--- SUPPLIED INFORMATION Enclosed Below ---

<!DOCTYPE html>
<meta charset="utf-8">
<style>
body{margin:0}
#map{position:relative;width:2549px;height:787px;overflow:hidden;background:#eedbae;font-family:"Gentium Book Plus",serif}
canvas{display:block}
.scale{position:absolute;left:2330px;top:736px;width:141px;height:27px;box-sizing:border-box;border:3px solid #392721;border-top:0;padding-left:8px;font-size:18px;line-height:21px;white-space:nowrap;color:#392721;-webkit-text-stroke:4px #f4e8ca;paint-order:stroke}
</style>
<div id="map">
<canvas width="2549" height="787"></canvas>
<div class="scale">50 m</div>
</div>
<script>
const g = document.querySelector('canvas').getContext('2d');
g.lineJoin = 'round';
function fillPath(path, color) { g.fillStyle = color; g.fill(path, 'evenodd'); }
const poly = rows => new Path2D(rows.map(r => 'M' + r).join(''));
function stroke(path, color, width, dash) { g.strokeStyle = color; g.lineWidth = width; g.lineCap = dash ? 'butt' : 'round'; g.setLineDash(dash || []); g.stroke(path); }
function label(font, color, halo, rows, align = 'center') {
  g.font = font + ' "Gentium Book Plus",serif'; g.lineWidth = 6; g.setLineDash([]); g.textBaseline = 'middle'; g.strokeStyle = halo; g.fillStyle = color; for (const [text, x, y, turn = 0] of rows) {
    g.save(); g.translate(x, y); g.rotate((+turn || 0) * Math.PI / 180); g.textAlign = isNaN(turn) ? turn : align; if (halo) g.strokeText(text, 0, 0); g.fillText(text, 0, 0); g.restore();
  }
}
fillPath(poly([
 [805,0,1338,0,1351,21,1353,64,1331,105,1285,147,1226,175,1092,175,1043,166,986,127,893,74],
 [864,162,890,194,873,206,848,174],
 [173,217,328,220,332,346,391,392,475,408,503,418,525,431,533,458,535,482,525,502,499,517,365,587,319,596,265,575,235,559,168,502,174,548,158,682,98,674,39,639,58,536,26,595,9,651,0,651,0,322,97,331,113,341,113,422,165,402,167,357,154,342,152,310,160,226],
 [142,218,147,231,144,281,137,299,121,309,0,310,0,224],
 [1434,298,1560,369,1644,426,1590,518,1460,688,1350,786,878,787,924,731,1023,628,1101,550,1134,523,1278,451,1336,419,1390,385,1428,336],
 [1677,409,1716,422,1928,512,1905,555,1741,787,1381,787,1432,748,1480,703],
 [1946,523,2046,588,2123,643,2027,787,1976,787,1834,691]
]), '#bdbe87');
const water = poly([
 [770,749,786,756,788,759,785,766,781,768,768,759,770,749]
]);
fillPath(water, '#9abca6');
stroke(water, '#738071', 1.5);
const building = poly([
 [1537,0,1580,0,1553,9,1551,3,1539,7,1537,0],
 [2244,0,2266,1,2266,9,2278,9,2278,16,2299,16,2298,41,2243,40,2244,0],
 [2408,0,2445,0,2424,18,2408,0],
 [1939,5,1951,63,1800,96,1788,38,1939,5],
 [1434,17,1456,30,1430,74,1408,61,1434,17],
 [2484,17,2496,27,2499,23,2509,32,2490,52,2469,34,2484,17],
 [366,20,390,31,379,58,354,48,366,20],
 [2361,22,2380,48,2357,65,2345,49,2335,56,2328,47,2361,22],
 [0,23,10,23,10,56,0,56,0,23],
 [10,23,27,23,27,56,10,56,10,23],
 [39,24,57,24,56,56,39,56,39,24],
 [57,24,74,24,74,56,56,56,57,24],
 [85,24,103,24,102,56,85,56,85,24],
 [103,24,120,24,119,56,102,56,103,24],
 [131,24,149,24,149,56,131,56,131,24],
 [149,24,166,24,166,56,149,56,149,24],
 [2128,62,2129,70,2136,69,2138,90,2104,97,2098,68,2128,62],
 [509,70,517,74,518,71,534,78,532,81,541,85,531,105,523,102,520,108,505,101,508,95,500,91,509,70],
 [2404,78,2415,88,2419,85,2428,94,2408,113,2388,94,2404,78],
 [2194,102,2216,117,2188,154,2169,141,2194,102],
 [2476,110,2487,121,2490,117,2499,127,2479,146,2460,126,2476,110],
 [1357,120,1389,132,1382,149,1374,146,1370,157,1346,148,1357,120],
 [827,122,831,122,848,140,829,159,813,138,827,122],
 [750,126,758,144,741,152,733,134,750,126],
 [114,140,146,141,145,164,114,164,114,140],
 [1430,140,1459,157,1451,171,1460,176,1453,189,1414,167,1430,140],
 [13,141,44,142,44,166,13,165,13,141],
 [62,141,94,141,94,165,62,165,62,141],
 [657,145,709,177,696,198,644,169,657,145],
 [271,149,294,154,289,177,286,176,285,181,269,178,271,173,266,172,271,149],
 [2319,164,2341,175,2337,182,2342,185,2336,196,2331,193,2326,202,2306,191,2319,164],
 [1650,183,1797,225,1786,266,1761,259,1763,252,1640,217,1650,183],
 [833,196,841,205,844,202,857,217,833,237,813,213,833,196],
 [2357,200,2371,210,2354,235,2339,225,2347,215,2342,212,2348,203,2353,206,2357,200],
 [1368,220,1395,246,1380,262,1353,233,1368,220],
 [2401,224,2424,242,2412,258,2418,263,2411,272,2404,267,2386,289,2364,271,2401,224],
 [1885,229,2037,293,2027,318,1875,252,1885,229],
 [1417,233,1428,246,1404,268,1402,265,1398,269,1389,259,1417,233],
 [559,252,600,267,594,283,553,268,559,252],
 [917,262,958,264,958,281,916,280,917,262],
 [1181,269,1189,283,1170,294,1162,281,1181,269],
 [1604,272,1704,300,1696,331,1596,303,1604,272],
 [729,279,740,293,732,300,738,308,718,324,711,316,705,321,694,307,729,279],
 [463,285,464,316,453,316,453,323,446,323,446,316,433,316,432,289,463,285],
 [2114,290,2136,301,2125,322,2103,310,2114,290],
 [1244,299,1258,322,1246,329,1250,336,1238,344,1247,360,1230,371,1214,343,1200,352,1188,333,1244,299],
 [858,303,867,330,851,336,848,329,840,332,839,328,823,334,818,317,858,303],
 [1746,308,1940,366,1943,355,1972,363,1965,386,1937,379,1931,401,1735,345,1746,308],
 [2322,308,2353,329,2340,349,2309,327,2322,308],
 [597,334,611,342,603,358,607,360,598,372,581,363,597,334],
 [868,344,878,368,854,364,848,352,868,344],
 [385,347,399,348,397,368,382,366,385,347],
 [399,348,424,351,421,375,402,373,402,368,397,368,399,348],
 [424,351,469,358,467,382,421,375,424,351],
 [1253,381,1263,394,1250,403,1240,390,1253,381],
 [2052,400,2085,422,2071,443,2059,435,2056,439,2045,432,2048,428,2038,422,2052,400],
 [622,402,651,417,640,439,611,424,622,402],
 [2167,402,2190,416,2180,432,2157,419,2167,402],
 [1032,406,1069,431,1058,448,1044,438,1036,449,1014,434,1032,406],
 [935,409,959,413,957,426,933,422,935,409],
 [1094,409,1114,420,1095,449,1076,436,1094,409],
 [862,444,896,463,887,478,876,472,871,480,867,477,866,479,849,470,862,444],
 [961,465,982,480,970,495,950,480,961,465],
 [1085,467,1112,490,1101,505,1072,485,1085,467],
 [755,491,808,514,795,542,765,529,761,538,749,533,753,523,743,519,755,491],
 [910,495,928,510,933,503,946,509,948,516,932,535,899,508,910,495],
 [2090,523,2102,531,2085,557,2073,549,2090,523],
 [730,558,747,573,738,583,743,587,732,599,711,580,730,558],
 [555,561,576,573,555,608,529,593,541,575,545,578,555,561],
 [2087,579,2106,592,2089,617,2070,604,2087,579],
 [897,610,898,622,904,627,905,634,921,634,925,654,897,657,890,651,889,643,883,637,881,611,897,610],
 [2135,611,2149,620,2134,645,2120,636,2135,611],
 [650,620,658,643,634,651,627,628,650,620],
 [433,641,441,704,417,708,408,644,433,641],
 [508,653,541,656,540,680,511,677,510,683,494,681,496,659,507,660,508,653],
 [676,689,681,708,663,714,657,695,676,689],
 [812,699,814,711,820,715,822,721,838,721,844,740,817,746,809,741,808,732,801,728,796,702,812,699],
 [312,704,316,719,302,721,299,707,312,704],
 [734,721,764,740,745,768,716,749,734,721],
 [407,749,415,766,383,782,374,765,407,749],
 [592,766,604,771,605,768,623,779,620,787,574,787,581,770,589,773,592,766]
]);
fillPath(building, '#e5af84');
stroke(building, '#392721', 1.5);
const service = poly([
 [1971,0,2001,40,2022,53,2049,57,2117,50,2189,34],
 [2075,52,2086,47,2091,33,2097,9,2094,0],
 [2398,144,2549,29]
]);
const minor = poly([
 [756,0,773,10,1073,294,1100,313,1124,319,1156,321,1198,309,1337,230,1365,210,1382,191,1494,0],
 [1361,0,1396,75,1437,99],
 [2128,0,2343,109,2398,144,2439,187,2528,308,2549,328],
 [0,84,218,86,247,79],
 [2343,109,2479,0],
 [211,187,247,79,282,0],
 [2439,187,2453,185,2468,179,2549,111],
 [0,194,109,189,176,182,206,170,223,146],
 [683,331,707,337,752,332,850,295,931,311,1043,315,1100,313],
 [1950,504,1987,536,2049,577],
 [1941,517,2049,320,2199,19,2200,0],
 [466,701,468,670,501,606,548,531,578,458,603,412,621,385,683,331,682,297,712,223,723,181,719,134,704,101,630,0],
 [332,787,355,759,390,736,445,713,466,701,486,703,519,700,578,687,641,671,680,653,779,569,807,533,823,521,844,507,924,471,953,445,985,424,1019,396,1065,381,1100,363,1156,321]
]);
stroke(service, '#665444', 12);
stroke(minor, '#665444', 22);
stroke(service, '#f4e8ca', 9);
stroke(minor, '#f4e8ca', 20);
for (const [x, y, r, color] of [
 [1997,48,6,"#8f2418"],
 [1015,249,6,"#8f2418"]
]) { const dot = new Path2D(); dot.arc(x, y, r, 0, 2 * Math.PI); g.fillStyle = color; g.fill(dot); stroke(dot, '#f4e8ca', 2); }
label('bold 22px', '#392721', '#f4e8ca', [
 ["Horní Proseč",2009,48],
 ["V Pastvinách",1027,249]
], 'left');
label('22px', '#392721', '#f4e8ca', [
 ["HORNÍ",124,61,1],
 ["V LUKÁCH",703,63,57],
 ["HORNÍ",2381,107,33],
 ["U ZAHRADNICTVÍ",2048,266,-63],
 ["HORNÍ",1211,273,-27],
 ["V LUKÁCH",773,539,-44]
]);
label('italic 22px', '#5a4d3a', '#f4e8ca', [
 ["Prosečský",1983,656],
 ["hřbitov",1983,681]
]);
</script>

--- End of Enclosed SUPPLIED INFORMATION ---

▶ TASK GOAL:
Exactly as written, please reproduce the lines from the first line of the data to the line containing "const poly = rows", inclusive, and nothing else.

▶ ANSWER:
<!DOCTYPE html>
<meta charset="utf-8">
<style>
body{margin:0}
#map{position:relative;width:2549px;height:787px;overflow:hidden;background:#eedbae;font-family:"Gentium Book Plus",serif}
canvas{display:block}
.scale{position:absolute;left:2330px;top:736px;width:141px;height:27px;box-sizing:border-box;border:3px solid #392721;border-top:0;padding-left:8px;font-size:18px;line-height:21px;white-space:nowrap;color:#392721;-webkit-text-stroke:4px #f4e8ca;paint-order:stroke}
</style>
<div id="map">
<canvas width="2549" height="787"></canvas>
<div class="scale">50 m</div>
</div>
<script>
const g = document.querySelector('canvas').getContext('2d');
g.lineJoin = 'round';
function fillPath(path, color) { g.fillStyle = color; g.fill(path, 'evenodd'); }
const poly = rows => new Path2D(rows.map(r => 'M' + r).join(''));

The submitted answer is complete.